Monday, September 12, 2011

Restoration as science: case of the collared lizard

In a time when a five-year grant is considered a long-term grant, Alan R. Templeton, PhD, a professor of biology in Arts & Sciences at Washington University in St. Louis, has managed to follow some of the species he studies for 10, 20 or even 30 years.


Early in his career he studied parthenogenesis, or virgin birth, in fruit fly populations at a dump and in cactus patches in Hawaii.

“Drosophilia have fast generation times,” he says, “but I studied them for 12 years. And because I followed them for 12 years, I saw patterns I wouldn’t otherwise have seen. In fact, had I not stuck with it so long, I often would have made incorrect conclusions.”

But the fruitfly study is a sprint compared to his lizard work, described in the cover story of the September 2011 issue of Ecology. The Ecology article covers more than 20 years of a 30-year followup monitoring the reintroduction of collared lizards on Ozark glades in 1984. (For the story in pictures, see the slideshow to the right.)

During this time, 1,662 lizards living on 139 glades on three mountains were captured or recaptured 4,545 times. The acknowledgements section of the paper thanks more than 20 people for their help in capturing lizards.

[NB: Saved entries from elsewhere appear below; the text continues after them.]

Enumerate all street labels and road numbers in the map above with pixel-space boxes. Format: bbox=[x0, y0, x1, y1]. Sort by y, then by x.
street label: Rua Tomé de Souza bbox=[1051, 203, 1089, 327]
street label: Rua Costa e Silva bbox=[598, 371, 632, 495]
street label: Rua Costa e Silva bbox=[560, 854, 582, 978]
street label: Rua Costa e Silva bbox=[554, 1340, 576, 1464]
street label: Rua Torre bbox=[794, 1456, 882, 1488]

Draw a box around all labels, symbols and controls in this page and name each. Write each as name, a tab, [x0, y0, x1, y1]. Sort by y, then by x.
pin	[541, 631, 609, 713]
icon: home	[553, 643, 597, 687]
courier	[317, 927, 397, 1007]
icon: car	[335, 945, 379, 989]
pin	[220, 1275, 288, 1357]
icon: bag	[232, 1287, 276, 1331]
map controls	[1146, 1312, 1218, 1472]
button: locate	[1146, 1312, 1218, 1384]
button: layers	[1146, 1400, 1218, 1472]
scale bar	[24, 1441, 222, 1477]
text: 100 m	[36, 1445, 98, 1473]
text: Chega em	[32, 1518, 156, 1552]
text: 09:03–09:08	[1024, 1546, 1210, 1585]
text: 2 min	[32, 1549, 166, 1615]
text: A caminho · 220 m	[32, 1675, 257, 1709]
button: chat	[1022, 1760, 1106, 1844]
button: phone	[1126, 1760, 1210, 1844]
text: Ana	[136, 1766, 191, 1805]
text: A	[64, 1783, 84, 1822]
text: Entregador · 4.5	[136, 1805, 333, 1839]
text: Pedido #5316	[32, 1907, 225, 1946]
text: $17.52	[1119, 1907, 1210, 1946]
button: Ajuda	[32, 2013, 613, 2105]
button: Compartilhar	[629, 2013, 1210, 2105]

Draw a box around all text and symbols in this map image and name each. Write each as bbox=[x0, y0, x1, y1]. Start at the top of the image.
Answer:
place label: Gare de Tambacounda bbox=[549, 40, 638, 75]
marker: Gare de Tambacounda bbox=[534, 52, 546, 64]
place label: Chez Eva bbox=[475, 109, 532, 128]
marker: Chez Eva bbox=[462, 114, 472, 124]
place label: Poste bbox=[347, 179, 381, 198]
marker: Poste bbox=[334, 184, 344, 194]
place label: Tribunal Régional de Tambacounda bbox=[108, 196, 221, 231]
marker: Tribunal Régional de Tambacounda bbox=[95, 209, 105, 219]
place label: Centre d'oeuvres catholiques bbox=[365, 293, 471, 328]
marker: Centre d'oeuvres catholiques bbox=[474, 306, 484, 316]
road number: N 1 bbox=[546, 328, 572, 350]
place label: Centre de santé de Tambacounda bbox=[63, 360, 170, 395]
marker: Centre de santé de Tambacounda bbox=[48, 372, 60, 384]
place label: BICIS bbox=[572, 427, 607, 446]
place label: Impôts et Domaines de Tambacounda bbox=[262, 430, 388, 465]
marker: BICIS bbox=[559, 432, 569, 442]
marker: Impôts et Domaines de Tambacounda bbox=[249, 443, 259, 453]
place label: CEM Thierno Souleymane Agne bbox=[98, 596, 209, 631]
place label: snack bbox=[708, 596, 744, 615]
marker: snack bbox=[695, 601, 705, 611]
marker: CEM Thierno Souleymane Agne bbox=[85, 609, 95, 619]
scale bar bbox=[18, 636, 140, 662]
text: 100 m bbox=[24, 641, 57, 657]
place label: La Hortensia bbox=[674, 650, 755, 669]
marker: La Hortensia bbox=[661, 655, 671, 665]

The major revelation of the work was that burning entire mountains and valleys, called landscape-level burning, undid ecological damage that was slowed but not stopped by smaller prescribed burns.

In fact, it allowed the lizards to undertake their own expanded restoration effort without the assistance of worried biologists.

Moreover, burning benefited many species besides the lizards, including a rare fen orchid and fen dragonfly, that were flying under the radar and would probably never have commanded labor intensive restoration efforts on their own.

In short, fire turned restoration from a time-consuming labor-intensive process to one that ran pretty much on its own.